Your assignment:
Look below for the line that contains "M740,366L763,368L761,387L738,384Z", then copy it and each following line exactly, through and including the line that contains "M200,635L215,423L72,412C47,430 59,449 75,468L211,477".

Source data:
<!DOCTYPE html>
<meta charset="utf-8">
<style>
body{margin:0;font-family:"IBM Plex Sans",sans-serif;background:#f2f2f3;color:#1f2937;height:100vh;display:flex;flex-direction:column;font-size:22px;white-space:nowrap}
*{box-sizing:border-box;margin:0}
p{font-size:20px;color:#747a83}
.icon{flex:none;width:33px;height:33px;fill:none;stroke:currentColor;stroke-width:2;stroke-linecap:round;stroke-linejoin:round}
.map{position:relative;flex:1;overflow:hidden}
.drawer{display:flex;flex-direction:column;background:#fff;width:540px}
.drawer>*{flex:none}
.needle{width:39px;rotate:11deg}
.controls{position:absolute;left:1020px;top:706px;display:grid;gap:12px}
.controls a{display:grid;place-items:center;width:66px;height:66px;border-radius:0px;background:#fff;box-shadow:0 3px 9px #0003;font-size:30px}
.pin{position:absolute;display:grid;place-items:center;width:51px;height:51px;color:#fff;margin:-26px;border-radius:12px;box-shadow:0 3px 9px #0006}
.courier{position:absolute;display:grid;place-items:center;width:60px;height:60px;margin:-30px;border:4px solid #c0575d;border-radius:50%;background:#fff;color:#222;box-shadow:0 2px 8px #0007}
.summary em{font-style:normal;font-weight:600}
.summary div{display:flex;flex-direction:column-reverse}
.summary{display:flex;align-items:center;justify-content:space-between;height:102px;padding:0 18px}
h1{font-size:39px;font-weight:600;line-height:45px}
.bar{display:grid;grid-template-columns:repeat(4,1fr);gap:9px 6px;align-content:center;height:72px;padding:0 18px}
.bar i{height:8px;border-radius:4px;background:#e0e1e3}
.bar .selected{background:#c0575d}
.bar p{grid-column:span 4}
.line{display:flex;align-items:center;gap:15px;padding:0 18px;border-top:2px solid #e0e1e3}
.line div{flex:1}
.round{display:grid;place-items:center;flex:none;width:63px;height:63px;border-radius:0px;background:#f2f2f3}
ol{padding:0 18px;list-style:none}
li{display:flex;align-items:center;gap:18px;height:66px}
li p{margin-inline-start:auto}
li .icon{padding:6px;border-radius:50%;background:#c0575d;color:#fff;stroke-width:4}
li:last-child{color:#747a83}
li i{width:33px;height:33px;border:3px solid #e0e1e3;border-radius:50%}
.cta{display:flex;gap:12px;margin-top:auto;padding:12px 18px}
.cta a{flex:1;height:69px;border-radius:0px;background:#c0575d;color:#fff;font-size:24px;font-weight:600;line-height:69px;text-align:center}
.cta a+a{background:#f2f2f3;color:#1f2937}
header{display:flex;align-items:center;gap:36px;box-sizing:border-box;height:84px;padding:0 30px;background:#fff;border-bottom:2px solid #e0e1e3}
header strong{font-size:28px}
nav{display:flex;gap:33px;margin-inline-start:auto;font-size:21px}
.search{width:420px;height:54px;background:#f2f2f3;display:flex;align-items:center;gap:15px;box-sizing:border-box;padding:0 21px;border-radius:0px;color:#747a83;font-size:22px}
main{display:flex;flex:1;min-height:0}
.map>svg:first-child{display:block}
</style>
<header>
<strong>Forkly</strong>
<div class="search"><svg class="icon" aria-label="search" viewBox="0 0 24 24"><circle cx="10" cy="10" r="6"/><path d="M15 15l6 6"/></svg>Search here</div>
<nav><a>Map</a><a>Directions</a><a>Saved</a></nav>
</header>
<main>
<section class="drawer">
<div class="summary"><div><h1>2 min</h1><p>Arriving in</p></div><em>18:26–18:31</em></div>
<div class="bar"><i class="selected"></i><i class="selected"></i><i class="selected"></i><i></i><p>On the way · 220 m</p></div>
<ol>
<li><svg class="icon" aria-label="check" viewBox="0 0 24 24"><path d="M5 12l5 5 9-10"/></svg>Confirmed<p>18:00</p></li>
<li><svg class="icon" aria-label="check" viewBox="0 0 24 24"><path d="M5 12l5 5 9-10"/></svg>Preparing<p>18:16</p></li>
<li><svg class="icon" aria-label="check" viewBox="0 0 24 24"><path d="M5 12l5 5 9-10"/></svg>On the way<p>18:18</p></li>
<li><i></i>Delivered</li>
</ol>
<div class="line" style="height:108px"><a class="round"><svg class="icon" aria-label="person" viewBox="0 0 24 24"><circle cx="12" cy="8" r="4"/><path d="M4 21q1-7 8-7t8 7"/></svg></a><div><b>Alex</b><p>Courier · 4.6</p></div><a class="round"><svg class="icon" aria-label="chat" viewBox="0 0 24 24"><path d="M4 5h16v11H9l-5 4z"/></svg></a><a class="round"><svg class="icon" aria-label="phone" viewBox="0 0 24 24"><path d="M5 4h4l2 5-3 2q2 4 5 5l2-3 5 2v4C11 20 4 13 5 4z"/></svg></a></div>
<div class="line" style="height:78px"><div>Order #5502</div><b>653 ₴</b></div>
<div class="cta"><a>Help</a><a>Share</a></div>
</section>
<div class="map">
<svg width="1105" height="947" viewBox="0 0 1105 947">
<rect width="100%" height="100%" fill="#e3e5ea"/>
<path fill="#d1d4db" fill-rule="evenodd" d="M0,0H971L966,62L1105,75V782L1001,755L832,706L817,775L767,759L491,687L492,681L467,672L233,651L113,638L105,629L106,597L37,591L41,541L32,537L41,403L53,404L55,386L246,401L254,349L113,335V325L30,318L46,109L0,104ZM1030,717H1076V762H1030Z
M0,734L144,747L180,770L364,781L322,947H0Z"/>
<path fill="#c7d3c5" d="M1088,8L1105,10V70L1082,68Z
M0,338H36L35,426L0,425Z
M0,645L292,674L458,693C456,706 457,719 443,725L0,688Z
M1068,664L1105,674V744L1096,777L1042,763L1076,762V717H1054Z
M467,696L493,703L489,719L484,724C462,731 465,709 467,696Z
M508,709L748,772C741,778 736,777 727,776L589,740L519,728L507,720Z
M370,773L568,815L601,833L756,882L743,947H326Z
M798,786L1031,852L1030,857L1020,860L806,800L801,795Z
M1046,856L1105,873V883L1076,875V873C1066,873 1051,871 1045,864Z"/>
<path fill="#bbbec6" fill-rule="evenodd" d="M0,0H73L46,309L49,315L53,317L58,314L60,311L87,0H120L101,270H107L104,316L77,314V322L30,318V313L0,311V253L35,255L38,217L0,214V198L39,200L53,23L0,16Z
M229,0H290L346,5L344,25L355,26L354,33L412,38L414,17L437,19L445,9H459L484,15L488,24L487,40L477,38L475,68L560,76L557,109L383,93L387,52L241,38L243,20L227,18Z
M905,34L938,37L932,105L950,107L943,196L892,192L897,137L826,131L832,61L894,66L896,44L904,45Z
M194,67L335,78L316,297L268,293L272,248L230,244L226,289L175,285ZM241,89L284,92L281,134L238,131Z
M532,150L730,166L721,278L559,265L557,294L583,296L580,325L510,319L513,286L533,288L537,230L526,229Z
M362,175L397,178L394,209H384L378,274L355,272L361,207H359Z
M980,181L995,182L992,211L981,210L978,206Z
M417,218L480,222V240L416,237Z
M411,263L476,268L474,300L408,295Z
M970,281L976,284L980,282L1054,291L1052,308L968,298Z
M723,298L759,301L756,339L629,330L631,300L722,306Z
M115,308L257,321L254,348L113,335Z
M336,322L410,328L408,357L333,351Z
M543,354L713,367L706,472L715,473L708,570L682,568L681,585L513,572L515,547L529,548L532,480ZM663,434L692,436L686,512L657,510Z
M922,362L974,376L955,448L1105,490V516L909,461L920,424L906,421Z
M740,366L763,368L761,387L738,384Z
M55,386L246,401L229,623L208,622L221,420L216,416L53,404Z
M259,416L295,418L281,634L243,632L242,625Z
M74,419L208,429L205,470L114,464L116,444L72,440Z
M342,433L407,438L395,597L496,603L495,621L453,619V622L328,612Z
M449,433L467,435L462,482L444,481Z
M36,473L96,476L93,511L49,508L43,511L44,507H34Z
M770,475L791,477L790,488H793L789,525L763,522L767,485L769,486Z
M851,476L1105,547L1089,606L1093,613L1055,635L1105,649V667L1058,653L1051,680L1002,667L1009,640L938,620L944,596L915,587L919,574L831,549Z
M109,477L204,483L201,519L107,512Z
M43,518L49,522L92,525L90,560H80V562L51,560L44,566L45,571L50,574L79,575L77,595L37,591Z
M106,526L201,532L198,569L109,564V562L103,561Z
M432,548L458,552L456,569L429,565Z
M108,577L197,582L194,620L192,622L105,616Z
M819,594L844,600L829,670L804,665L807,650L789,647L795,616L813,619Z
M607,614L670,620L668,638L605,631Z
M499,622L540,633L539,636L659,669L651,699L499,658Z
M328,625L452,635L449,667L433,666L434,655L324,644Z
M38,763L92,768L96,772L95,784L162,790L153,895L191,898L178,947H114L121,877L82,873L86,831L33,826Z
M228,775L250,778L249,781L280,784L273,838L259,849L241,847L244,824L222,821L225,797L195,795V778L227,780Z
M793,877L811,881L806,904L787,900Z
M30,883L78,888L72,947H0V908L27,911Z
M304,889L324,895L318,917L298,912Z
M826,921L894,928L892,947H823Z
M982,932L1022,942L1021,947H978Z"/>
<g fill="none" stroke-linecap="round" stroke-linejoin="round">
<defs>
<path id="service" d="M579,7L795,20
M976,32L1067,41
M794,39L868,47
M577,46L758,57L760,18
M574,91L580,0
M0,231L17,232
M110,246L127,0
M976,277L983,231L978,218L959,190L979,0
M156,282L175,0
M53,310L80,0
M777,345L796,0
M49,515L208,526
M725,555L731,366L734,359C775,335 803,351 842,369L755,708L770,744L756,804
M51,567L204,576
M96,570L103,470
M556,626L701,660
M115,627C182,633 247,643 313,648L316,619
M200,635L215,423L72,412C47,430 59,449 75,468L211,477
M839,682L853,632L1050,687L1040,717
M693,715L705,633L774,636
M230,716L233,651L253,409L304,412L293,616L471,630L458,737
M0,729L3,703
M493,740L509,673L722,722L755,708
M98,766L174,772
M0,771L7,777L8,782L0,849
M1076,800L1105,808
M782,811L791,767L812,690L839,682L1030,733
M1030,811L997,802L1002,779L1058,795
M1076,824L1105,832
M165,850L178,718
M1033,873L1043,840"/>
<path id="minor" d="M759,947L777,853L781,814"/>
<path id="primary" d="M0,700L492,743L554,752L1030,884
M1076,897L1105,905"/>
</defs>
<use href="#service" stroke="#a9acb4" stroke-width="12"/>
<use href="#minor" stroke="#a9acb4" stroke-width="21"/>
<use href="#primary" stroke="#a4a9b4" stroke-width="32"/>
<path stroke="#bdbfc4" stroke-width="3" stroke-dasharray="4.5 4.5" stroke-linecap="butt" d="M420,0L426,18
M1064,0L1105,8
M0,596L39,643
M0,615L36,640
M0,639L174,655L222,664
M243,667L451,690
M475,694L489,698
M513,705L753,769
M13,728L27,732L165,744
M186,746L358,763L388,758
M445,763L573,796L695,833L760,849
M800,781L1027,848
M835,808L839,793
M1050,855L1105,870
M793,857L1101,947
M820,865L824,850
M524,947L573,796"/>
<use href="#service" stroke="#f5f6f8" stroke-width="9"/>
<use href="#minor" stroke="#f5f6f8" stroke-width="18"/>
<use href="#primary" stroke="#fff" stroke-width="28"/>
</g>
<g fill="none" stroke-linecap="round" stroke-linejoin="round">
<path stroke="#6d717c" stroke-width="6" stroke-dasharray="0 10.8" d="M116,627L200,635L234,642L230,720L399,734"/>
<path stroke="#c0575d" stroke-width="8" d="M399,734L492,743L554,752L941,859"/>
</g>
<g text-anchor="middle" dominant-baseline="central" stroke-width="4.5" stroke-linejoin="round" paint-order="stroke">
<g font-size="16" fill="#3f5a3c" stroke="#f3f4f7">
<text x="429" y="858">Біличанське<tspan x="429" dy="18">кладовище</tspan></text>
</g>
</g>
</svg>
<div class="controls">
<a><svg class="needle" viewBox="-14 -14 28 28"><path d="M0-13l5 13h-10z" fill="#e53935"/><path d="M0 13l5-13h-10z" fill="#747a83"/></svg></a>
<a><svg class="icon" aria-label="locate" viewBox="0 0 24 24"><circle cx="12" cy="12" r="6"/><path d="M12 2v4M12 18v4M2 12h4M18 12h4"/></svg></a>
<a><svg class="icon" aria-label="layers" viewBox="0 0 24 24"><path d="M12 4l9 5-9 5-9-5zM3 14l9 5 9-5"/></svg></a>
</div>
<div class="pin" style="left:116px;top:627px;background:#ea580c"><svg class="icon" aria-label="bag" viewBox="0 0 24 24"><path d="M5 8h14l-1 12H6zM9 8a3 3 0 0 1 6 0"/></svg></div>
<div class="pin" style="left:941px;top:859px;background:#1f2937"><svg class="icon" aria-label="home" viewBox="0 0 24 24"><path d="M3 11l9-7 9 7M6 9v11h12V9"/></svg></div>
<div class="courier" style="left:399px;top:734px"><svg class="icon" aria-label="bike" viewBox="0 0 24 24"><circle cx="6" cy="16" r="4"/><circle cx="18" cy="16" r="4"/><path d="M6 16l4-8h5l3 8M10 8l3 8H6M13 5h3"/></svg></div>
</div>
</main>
---
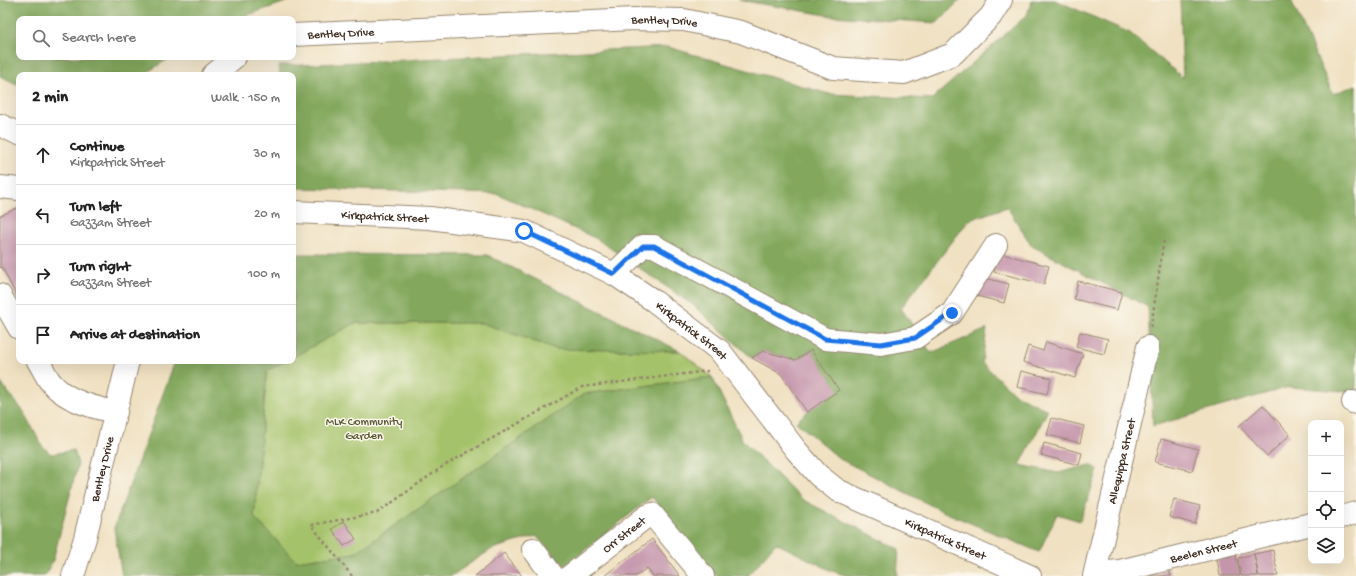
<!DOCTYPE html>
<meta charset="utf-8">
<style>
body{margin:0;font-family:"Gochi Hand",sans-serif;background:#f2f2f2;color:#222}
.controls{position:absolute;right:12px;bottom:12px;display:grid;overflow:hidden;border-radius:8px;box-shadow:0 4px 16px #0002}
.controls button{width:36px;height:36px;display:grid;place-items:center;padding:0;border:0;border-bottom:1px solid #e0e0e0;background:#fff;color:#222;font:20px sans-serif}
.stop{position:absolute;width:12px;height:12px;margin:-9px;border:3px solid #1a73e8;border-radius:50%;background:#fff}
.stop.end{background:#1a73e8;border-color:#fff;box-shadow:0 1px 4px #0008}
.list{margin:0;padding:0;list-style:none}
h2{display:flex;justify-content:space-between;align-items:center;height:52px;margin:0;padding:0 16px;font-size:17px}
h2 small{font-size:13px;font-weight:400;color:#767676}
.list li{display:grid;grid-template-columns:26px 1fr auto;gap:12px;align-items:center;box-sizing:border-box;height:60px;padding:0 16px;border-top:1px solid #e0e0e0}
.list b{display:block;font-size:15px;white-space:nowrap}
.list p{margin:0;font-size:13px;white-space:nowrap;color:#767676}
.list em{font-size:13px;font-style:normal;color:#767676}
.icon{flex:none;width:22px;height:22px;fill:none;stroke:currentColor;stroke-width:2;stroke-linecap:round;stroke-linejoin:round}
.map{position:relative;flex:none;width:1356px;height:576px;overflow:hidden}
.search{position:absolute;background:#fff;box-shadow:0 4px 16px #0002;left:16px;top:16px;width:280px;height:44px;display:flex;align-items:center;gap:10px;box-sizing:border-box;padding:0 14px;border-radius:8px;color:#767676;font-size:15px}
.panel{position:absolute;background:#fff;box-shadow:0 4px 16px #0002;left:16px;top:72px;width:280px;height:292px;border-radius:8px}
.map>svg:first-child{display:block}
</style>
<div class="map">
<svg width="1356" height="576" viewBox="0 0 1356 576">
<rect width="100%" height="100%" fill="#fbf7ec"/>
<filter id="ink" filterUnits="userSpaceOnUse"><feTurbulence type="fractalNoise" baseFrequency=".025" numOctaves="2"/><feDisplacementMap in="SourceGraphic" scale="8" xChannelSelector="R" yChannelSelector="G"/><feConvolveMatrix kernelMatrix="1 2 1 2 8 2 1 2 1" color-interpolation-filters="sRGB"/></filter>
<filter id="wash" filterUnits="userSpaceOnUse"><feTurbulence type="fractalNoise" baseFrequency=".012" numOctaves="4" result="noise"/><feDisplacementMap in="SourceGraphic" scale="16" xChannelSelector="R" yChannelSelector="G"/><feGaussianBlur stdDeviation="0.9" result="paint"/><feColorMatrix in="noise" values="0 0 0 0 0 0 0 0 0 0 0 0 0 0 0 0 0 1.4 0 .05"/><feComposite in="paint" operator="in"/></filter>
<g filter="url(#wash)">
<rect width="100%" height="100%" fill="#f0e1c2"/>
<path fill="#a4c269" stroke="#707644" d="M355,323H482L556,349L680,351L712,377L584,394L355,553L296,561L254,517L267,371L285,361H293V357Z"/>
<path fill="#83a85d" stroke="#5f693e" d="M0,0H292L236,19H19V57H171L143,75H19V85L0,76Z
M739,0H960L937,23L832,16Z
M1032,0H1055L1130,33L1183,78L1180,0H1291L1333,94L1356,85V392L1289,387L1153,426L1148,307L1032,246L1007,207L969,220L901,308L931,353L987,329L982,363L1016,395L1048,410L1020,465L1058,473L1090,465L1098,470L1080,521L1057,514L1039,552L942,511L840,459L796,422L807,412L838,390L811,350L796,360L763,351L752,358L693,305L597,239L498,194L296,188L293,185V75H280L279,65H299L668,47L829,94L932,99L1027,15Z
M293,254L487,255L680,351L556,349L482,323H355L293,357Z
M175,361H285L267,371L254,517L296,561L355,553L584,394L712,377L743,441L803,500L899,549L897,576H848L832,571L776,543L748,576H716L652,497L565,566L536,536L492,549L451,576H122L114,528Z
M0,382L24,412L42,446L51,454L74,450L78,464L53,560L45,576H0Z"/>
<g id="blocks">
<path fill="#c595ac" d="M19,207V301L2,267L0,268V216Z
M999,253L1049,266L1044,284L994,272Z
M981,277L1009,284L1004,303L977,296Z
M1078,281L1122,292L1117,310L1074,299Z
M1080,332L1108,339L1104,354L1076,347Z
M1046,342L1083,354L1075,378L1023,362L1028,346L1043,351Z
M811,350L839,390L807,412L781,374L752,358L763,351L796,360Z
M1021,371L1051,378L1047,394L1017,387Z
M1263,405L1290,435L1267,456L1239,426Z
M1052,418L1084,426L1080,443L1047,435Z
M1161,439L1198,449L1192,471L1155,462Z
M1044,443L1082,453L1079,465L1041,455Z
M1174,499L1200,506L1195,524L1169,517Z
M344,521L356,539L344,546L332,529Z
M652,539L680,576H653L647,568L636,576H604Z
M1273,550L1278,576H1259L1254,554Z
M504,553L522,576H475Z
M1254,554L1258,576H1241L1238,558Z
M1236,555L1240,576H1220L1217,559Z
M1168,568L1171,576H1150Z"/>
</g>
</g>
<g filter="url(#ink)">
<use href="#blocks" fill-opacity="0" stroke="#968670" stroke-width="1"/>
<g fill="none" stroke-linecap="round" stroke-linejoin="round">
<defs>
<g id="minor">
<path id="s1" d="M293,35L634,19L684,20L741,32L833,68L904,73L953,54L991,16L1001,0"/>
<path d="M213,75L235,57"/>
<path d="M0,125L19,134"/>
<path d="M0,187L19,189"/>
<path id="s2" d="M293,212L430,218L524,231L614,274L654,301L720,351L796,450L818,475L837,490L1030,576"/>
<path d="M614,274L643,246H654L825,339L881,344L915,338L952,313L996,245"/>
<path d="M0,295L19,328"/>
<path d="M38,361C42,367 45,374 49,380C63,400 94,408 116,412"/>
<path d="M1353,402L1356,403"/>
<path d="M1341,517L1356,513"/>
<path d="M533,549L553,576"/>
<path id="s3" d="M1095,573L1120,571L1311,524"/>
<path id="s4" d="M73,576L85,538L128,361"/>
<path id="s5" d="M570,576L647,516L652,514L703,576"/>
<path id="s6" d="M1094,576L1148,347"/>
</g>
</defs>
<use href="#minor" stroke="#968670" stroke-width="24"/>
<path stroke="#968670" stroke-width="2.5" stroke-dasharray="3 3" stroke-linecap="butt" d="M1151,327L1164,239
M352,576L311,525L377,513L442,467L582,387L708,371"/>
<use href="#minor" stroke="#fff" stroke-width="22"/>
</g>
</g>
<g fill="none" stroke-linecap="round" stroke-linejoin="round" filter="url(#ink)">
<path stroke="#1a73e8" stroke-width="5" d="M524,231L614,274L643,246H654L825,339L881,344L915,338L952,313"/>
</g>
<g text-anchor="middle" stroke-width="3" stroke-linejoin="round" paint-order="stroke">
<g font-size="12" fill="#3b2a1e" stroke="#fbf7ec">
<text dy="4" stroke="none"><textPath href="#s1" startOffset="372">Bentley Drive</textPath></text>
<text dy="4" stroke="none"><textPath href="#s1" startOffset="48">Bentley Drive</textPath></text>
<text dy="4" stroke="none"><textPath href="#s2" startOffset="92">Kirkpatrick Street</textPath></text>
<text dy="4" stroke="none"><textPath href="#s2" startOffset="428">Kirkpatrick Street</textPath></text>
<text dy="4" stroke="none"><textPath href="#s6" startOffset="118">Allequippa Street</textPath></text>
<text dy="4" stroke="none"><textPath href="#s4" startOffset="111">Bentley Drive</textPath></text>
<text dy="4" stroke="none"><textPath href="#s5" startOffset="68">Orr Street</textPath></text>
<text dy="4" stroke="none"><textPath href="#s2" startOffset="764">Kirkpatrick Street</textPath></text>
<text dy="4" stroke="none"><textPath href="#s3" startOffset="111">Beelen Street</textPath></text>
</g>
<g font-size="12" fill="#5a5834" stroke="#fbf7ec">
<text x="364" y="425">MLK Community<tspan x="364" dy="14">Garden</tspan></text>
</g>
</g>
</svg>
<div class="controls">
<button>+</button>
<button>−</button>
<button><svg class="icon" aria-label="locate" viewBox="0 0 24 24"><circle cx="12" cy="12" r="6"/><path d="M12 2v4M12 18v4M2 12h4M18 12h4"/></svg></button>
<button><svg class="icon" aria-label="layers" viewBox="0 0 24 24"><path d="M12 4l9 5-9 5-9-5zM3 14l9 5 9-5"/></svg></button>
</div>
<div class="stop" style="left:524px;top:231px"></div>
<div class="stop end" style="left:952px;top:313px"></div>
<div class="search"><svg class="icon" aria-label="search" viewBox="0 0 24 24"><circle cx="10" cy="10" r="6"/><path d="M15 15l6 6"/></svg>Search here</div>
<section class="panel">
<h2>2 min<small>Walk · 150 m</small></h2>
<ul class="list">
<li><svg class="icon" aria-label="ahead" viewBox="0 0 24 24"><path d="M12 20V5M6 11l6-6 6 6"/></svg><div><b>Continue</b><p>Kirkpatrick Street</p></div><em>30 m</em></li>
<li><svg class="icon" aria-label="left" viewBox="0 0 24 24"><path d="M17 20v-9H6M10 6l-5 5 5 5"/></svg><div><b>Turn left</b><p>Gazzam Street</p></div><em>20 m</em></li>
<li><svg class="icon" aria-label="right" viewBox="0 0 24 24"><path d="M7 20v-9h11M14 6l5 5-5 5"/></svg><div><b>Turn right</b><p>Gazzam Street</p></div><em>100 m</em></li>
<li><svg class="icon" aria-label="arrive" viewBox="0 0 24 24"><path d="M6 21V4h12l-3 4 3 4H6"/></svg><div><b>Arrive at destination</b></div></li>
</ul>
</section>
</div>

Exercise result:
M740,366L763,368L761,387L738,384Z
M55,386L246,401L229,623L208,622L221,420L216,416L53,404Z
M259,416L295,418L281,634L243,632L242,625Z
M74,419L208,429L205,470L114,464L116,444L72,440Z
M342,433L407,438L395,597L496,603L495,621L453,619V622L328,612Z
M449,433L467,435L462,482L444,481Z
M36,473L96,476L93,511L49,508L43,511L44,507H34Z
M770,475L791,477L790,488H793L789,525L763,522L767,485L769,486Z
M851,476L1105,547L1089,606L1093,613L1055,635L1105,649V667L1058,653L1051,680L1002,667L1009,640L938,620L944,596L915,587L919,574L831,549Z
M109,477L204,483L201,519L107,512Z
M43,518L49,522L92,525L90,560H80V562L51,560L44,566L45,571L50,574L79,575L77,595L37,591Z
M106,526L201,532L198,569L109,564V562L103,561Z
M432,548L458,552L456,569L429,565Z
M108,577L197,582L194,620L192,622L105,616Z
M819,594L844,600L829,670L804,665L807,650L789,647L795,616L813,619Z
M607,614L670,620L668,638L605,631Z
M499,622L540,633L539,636L659,669L651,699L499,658Z
M328,625L452,635L449,667L433,666L434,655L324,644Z
M38,763L92,768L96,772L95,784L162,790L153,895L191,898L178,947H114L121,877L82,873L86,831L33,826Z
M228,775L250,778L249,781L280,784L273,838L259,849L241,847L244,824L222,821L225,797L195,795V778L227,780Z
M793,877L811,881L806,904L787,900Z
M30,883L78,888L72,947H0V908L27,911Z
M304,889L324,895L318,917L298,912Z
M826,921L894,928L892,947H823Z
M982,932L1022,942L1021,947H978Z"/>
<g fill="none" stroke-linecap="round" stroke-linejoin="round">
<defs>
<path id="service" d="M579,7L795,20
M976,32L1067,41
M794,39L868,47
M577,46L758,57L760,18
M574,91L580,0
M0,231L17,232
M110,246L127,0
M976,277L983,231L978,218L959,190L979,0
M156,282L175,0
M53,310L80,0
M777,345L796,0
M49,515L208,526
M725,555L731,366L734,359C775,335 803,351 842,369L755,708L770,744L756,804
M51,567L204,576
M96,570L103,470
M556,626L701,660
M115,627C182,633 247,643 313,648L316,619
M200,635L215,423L72,412C47,430 59,449 75,468L211,477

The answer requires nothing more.